How to make sense of sizes
You've worked hard dieting and exercising, and you've finally lost those 10 (or 20, or 50, or more) pounds. Now you just can't wait to buy some new clothes to show off your fitter figure.
But one trip to the mall, and you might start wishing for your old body back. The reason? No matter what you try on, nothing seems to fit! The slacks that fit your waist are too snug in the hips. The size 10 you used to wear swallows you in one store, and is tight in another. And trying to decipher the different sizing systems -- missy, juniors, women's -- sets your head spinning.
But before you give up and go back to your oversized sweats, read on for some advice from experts in the clothing industry on how to make sense of sizes.
We'll start with some good news: It's not your body that's to blame.
One problem with today's clothing sizes is that as a nation, our basic shape has been gradually changing. Yet much of the clothing industry hasn't yet recognized that fact. At least, that's the conclusion of SizeUSA, a research project from textile company [TC]2 that recently set out to determine today's true American size standards.
"We heard a lot of complaints from consumers about not being able to find clothes that fit them, which is what led us to develop this project," which was jointly sponsored by manufacturers and the U.S. Commerce Department, says SizeUSA director Jim Lovejoy.

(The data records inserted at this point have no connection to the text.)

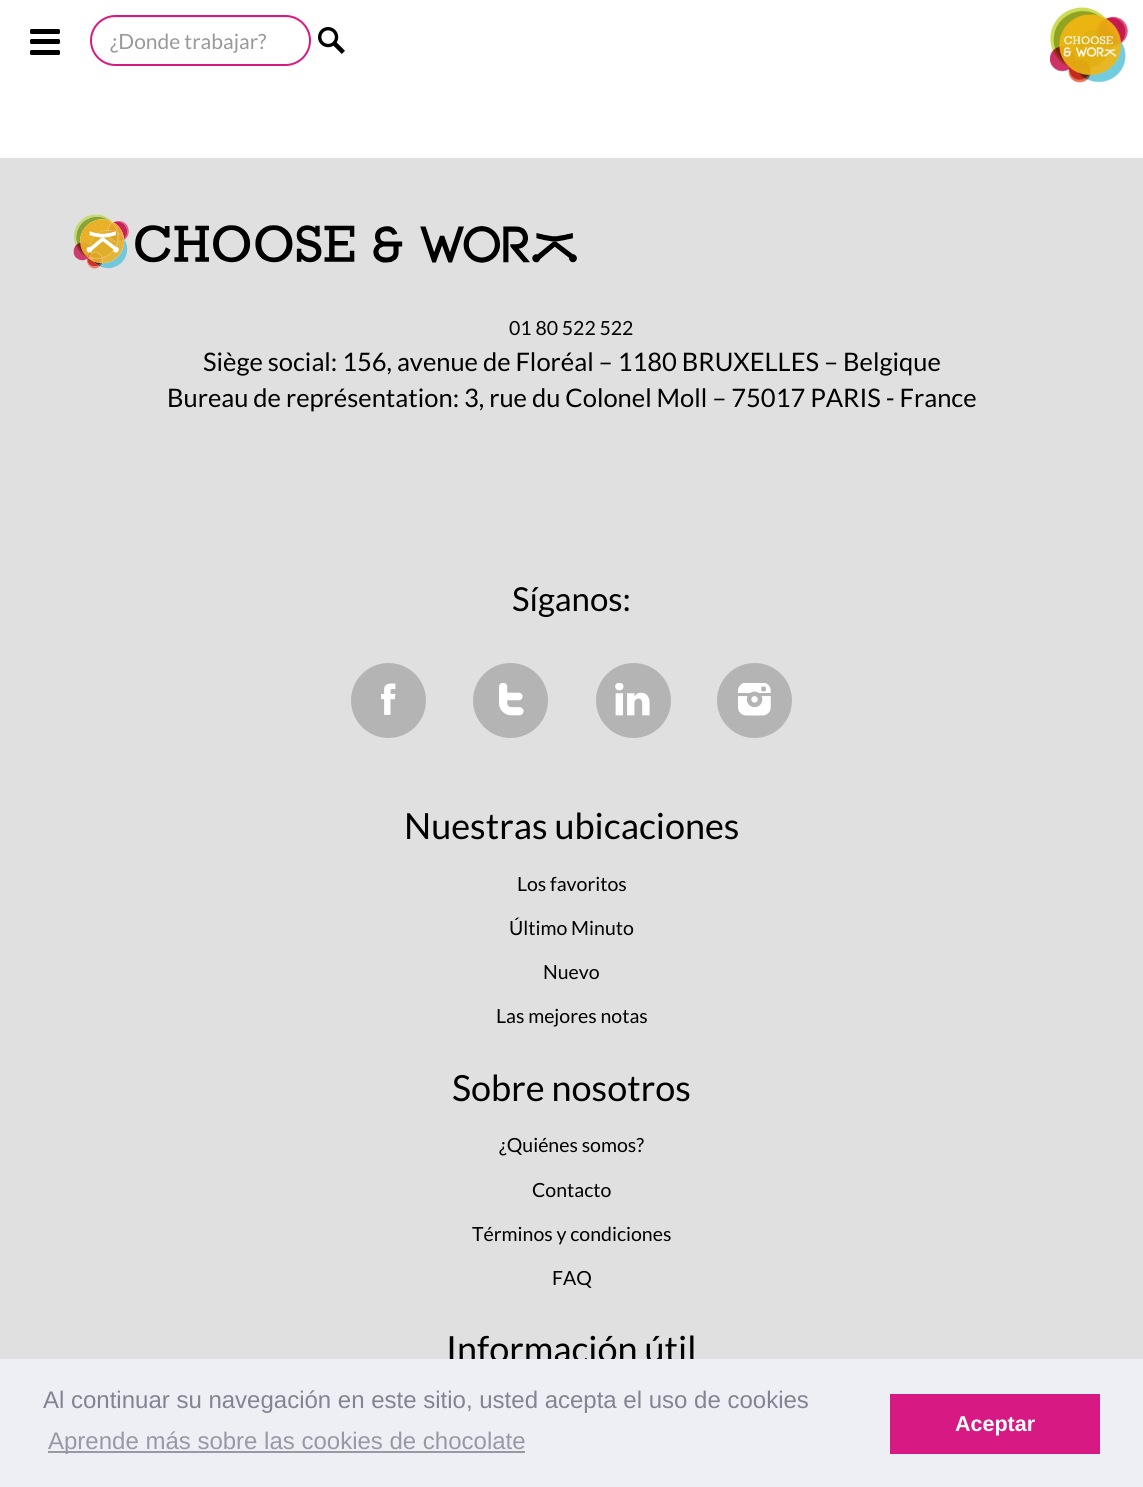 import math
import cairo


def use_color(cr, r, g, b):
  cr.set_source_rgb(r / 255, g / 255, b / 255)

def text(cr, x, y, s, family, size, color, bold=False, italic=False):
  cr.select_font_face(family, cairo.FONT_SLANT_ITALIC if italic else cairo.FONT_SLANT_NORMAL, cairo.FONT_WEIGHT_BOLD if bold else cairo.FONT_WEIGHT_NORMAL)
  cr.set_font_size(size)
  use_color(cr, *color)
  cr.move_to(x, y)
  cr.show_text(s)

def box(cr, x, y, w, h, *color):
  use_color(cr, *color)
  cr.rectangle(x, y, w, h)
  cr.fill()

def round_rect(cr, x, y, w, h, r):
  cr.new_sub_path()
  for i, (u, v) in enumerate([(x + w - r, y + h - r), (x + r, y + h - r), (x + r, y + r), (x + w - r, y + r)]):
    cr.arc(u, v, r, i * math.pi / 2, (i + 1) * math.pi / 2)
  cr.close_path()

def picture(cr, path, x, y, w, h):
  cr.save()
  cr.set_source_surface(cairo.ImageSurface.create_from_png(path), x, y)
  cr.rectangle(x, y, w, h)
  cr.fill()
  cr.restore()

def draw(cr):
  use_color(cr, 255, 255, 255)
  cr.paint()
  use_color(cr, 0, 0, 0)
  round_rect(cr, 30, 29, 30, 5, 1.5)
  cr.fill()
  round_rect(cr, 30, 39, 30, 5, 1.5)
  cr.fill()
  round_rect(cr, 30, 50, 30, 5, 1.5)
  cr.fill()
  use_color(cr, 236, 236, 236)
  cr.new_path()
  cr.move_to(116, 18)
  cr.line_to(285, 18)
  cr.curve_to(298, 18, 309, 29, 309, 42)
  cr.line_to(309, 41)
  cr.curve_to(309, 28, 298, 17, 285, 17)
  cr.line_to(116, 17)
  cr.curve_to(103, 17, 92, 28, 92, 41)
  cr.curve_to(92, 29, 102, 18, 116, 18)
  cr.close_path()
  cr.fill()
  round_rect(cr, 91, 16, 219, 49, 24.5)
  use_color(cr, 213, 27, 129)
  cr.stroke()
  picture(cr, "img_01.png", 318, 27, 27, 27)
  picture(cr, "img_02.png", 1050, 7, 78, 76)
  box(cr, 0, 158, 1143, 1201, 224, 224, 224)
  picture(cr, "img_03.png", 73, 214, 504, 55)
  use_color(cr, 181, 180, 180)
  cr.arc(388.5, 700.5, 37.5, 0, 2 * math.pi)
  cr.fill()
  picture(cr, "img_04.png", 381, 683, 15, 32)
  cr.arc(510.5, 700.5, 37.5, 0, 2 * math.pi)
  cr.fill()
  picture(cr, "img_05.png", 499, 683, 25, 33)
  cr.arc(633.5, 700.5, 37.5, 0, 2 * math.pi)
  cr.fill()
  picture(cr, "img_06.png", 615, 683, 35, 33)
  cr.arc(754.5, 700.5, 37.5, 0, 2 * math.pi)
  cr.fill()
  picture(cr, "img_07.png", 738, 683, 33, 33)
  text(cr, 110, 49, "¿Donde trabajar?", "Lato", 21, (153, 153, 153))
  text(cr, 509, 335, "01 80 522 522", "Lato", 19.5, (0, 0, 0))
  text(cr, 203, 371, "Siège social: 156, avenue de Floréal – 1180 BRUXELLES – Belgique", "Lato", 25.5, (0, 0, 0))
  text(cr, 167, 407, "Bureau de représentation: 3, rue du Colonel Moll – 75017 PARIS - France", "Lato", 25.5, (0, 0, 0))
  text(cr, 512, 611, "Síganos:", "Lato", 33, (0, 0, 0))
  text(cr, 404, 839, "Nuestras ubicaciones", "Lato", 36, (0, 0, 0))
  text(cr, 517, 891, "Los favoritos", "Lato", 19.5, (0, 0, 0))
  text(cr, 509, 935, "Último Minuto", "Lato", 19.5, (0, 0, 0))
  text(cr, 543, 979, "Nuevo", "Lato", 19.5, (0, 0, 0))
  text(cr, 496, 1023, "Las mejores notas", "Lato", 19.5, (0, 0, 0))
  text(cr, 452, 1101, "Sobre nosotros", "Lato", 36, (0, 0, 0))
  text(cr, 499, 1152, "¿Quiénes somos?", "Lato", 19.5, (0, 0, 0))
  text(cr, 532, 1197, "Contacto", "Lato", 19.5, (0, 0, 0))
  text(cr, 472, 1241, "Términos y condiciones", "Lato", 19.5, (0, 0, 0))
  text(cr, 552, 1285, "FAQ", "Lato", 19.5, (0, 0, 0))
  text(cr, 446, 1362, "Información útil", "Lato", 36, (0, 0, 0))
  box(cr, 0, 1359, 1143, 128, 237, 239, 245)
  text(cr, 43, 1408, "Al continuar su navegación en este sitio, usted acepta el uso de cookies", "Liberation Sans", 24, (131, 131, 145))
  box(cr, 48, 1451, 477, 2, 152, 153, 165)
  text(cr, 48, 1449, "Aprende más sobre las cookies de chocolate", "Liberation Sans", 24, (152, 153, 165))
  box(cr, 890, 1394, 210, 60, 214, 25, 131)
  text(cr, 955, 1431, "Aceptar", "Liberation Sans", 21.5, (255, 255, 255), bold=True)


surface = cairo.ImageSurface(cairo.FORMAT_RGB24, 1143, 1487)
cr = cairo.Context(surface)
options = cairo.FontOptions()
options.set_hint_metrics(cairo.HINT_METRICS_OFF)
options.set_hint_style(cairo.HINT_STYLE_NONE)
cr.set_font_options(options)
cr.set_miter_limit(4)
draw(cr)
surface.write_to_png("out.png")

Using a specially designed body scanner, the company took electronic measurements of some 10,000 American men and women in a range of ages, races, sizes, and locales. These measurements were used to create a mathematical model of today's "average" body. Not surprisingly, says Lovejoy, it's not exactly the shape the fashion industry has been using to create our clothes.
"Clothes made today are based on the hourglass shape for both men and women," he says. "We found men are now leaning more towards what we call the inverted triangular shape, their shoulders wider than their hips, while women are going the other way, pear-shaped, with hips wider than shoulders."
So if trying to put your "pear" body into an "hourglass"-shaped designer garment feels a lot like putting the square peg in the round hole, you're not alone.
Still, don't expect your local mall to be full of better-fitting clothing right away. While Lovejoy hopes the new report will eventually change the way all clothing is sized, he says it will likely take some time before manufacturers make major changes.